The records that follow are to be transcribed word for word.
#### Data section
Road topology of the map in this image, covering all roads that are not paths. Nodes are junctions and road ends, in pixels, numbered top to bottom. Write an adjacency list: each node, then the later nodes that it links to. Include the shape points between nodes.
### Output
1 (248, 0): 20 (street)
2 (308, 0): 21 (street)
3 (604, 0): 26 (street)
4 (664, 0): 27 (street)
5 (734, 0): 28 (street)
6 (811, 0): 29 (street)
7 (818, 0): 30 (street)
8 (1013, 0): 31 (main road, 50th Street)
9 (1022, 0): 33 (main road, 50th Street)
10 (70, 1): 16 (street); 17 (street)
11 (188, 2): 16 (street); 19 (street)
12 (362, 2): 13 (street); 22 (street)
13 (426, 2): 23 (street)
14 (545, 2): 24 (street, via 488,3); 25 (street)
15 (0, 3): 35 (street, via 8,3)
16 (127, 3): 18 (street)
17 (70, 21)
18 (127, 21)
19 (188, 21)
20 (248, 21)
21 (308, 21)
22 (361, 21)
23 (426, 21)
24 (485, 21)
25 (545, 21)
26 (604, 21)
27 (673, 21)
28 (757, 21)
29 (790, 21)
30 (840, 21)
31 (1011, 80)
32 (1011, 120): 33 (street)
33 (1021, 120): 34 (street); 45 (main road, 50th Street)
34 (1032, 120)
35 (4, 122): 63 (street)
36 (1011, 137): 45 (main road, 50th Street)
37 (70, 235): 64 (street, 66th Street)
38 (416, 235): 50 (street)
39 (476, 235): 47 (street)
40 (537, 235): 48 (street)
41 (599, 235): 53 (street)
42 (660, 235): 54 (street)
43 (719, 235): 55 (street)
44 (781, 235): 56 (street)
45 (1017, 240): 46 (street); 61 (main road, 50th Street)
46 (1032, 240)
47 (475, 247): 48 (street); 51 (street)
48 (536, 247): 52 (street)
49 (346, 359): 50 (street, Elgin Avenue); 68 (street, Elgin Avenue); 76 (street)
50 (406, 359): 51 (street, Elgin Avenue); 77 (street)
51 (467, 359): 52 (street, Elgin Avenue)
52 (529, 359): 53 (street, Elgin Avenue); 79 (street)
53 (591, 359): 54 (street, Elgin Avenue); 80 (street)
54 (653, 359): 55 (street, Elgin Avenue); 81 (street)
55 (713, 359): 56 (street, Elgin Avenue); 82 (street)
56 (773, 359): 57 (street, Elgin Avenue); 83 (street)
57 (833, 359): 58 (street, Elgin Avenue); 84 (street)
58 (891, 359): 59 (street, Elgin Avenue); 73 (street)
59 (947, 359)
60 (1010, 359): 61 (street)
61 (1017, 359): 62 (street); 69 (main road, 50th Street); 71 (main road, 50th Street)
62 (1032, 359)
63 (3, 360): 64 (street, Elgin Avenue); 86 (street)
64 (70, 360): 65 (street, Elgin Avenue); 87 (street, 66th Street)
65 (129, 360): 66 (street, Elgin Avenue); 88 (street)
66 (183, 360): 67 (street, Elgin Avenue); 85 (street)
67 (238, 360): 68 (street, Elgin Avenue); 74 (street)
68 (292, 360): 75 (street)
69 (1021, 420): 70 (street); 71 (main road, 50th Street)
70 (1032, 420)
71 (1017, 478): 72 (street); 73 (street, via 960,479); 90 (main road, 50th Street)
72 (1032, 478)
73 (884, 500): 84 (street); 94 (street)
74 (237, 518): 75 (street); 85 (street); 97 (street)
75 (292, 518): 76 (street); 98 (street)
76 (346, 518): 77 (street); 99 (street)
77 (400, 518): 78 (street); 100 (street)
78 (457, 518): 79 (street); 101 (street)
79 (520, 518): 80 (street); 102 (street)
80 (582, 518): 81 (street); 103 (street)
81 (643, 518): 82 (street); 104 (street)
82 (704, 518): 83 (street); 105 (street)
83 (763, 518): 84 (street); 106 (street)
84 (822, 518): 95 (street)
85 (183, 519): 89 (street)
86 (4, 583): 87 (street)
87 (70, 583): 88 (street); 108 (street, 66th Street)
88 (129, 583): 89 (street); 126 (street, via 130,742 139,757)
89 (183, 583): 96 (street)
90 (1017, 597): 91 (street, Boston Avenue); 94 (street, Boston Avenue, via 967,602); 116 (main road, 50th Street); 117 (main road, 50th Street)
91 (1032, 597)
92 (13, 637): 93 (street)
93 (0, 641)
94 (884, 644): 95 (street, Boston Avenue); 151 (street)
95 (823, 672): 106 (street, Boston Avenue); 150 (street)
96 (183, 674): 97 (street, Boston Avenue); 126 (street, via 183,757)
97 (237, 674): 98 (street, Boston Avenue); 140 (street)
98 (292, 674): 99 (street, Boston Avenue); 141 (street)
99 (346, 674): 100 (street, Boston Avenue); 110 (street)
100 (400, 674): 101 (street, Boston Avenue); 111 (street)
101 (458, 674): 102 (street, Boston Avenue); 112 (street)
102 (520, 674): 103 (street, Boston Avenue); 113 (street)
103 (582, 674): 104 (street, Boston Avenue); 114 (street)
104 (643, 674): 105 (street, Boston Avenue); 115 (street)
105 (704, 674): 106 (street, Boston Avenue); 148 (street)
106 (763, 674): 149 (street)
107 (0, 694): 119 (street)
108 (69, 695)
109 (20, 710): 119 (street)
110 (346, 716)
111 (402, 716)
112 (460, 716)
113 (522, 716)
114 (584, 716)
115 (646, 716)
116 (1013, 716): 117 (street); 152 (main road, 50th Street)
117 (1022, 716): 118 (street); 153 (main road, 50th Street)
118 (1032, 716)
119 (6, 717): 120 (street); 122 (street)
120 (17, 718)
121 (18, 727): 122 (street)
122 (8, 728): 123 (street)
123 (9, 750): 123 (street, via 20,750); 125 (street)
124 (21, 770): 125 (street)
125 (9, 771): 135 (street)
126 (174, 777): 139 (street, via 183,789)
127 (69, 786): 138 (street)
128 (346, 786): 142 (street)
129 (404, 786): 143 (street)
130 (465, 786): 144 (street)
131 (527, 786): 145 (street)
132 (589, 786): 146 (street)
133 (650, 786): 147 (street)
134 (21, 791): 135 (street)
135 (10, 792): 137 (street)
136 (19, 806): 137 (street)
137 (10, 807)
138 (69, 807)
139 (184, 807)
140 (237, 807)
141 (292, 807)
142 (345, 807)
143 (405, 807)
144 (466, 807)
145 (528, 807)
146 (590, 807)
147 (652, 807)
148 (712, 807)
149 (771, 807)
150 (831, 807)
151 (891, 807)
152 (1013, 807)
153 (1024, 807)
########
▸ **Answer area**:
Road topology of the map in this image, covering all roads that are not paths. Nodes are junctions and road ends, in pixels, numbered top to bottom. Write an adjacency list: each node, then the later nodes that it links to. Include the shape points between nodes.
### Output
1 (248, 0): 20 (street)
2 (308, 0): 21 (street)
3 (604, 0): 26 (street)
4 (664, 0): 27 (street)
5 (734, 0): 28 (street)
6 (811, 0): 29 (street)
7 (818, 0): 30 (street)
8 (1013, 0): 31 (main road, 50th Street)
9 (1022, 0): 33 (main road, 50th Street)
10 (70, 1): 16 (street); 17 (street)
11 (188, 2): 16 (street); 19 (street)
12 (362, 2): 13 (street); 22 (street)
13 (426, 2): 23 (street)
14 (545, 2): 24 (street, via 488,3); 25 (street)
15 (0, 3): 35 (street, via 8,3)
16 (127, 3): 18 (street)
17 (70, 21)
18 (127, 21)
19 (188, 21)
20 (248, 21)
21 (308, 21)
22 (361, 21)
23 (426, 21)
24 (485, 21)
25 (545, 21)
26 (604, 21)
27 (673, 21)
28 (757, 21)
29 (790, 21)
30 (840, 21)
31 (1011, 80)
32 (1011, 120): 33 (street)
33 (1021, 120): 34 (street); 45 (main road, 50th Street)
34 (1032, 120)
35 (4, 122): 63 (street)
36 (1011, 137): 45 (main road, 50th Street)
37 (70, 235): 64 (street, 66th Street)
38 (416, 235): 50 (street)
39 (476, 235): 47 (street)
40 (537, 235): 48 (street)
41 (599, 235): 53 (street)
42 (660, 235): 54 (street)
43 (719, 235): 55 (street)
44 (781, 235): 56 (street)
45 (1017, 240): 46 (street); 61 (main road, 50th Street)
46 (1032, 240)
47 (475, 247): 48 (street); 51 (street)
48 (536, 247): 52 (street)
49 (346, 359): 50 (street, Elgin Avenue); 68 (street, Elgin Avenue); 76 (street)
50 (406, 359): 51 (street, Elgin Avenue); 77 (street)
51 (467, 359): 52 (street, Elgin Avenue)
52 (529, 359): 53 (street, Elgin Avenue); 79 (street)
53 (591, 359): 54 (street, Elgin Avenue); 80 (street)
54 (653, 359): 55 (street, Elgin Avenue); 81 (street)
55 (713, 359): 56 (street, Elgin Avenue); 82 (street)
56 (773, 359): 57 (street, Elgin Avenue); 83 (street)
57 (833, 359): 58 (street, Elgin Avenue); 84 (street)
58 (891, 359): 59 (street, Elgin Avenue); 73 (street)
59 (947, 359)
60 (1010, 359): 61 (street)
61 (1017, 359): 62 (street); 69 (main road, 50th Street); 71 (main road, 50th Street)
62 (1032, 359)
63 (3, 360): 64 (street, Elgin Avenue); 86 (street)
64 (70, 360): 65 (street, Elgin Avenue); 87 (street, 66th Street)
65 (129, 360): 66 (street, Elgin Avenue); 88 (street)
66 (183, 360): 67 (street, Elgin Avenue); 85 (street)
67 (238, 360): 68 (street, Elgin Avenue); 74 (street)
68 (292, 360): 75 (street)
69 (1021, 420): 70 (street); 71 (main road, 50th Street)
70 (1032, 420)
71 (1017, 478): 72 (street); 73 (street, via 960,479); 90 (main road, 50th Street)
72 (1032, 478)
73 (884, 500): 84 (street); 94 (street)
74 (237, 518): 75 (street); 85 (street); 97 (street)
75 (292, 518): 76 (street); 98 (street)
76 (346, 518): 77 (street); 99 (street)
77 (400, 518): 78 (street); 100 (street)
78 (457, 518): 79 (street); 101 (street)
79 (520, 518): 80 (street); 102 (street)
80 (582, 518): 81 (street); 103 (street)
81 (643, 518): 82 (street); 104 (street)
82 (704, 518): 83 (street); 105 (street)
83 (763, 518): 84 (street); 106 (street)
84 (822, 518): 95 (street)
85 (183, 519): 89 (street)
86 (4, 583): 87 (street)
87 (70, 583): 88 (street); 108 (street, 66th Street)
88 (129, 583): 89 (street); 126 (street, via 130,742 139,757)
89 (183, 583): 96 (street)
90 (1017, 597): 91 (street, Boston Avenue); 94 (street, Boston Avenue, via 967,602); 116 (main road, 50th Street); 117 (main road, 50th Street)
91 (1032, 597)
92 (13, 637): 93 (street)
93 (0, 641)
94 (884, 644): 95 (street, Boston Avenue); 151 (street)
95 (823, 672): 106 (street, Boston Avenue); 150 (street)
96 (183, 674): 97 (street, Boston Avenue); 126 (street, via 183,757)
97 (237, 674): 98 (street, Boston Avenue); 140 (street)
98 (292, 674): 99 (street, Boston Avenue); 141 (street)
99 (346, 674): 100 (street, Boston Avenue); 110 (street)
100 (400, 674): 101 (street, Boston Avenue); 111 (street)
101 (458, 674): 102 (street, Boston Avenue); 112 (street)
102 (520, 674): 103 (street, Boston Avenue); 113 (street)
103 (582, 674): 104 (street, Boston Avenue); 114 (street)
104 (643, 674): 105 (street, Boston Avenue); 115 (street)
105 (704, 674): 106 (street, Boston Avenue); 148 (street)
106 (763, 674): 149 (street)
107 (0, 694): 119 (street)
108 (69, 695)
109 (20, 710): 119 (street)
110 (346, 716)
111 (402, 716)
112 (460, 716)
113 (522, 716)
114 (584, 716)
115 (646, 716)
116 (1013, 716): 117 (street); 152 (main road, 50th Street)
117 (1022, 716): 118 (street); 153 (main road, 50th Street)
118 (1032, 716)
119 (6, 717): 120 (street); 122 (street)
120 (17, 718)
121 (18, 727): 122 (street)
122 (8, 728): 123 (street)
123 (9, 750): 123 (street, via 20,750); 125 (street)
124 (21, 770): 125 (street)
125 (9, 771): 135 (street)
126 (174, 777): 139 (street, via 183,789)
127 (69, 786): 138 (street)
128 (346, 786): 142 (street)
129 (404, 786): 143 (street)
130 (465, 786): 144 (street)
131 (527, 786): 145 (street)
132 (589, 786): 146 (street)
133 (650, 786): 147 (street)
134 (21, 791): 135 (street)
135 (10, 792): 137 (street)
136 (19, 806): 137 (street)
137 (10, 807)
138 (69, 807)
139 (184, 807)
140 (237, 807)
141 (292, 807)
142 (345, 807)
143 (405, 807)
144 (466, 807)
145 (528, 807)
146 (590, 807)
147 (652, 807)
148 (712, 807)
149 (771, 807)
150 (831, 807)
151 (891, 807)
152 (1013, 807)
153 (1024, 807)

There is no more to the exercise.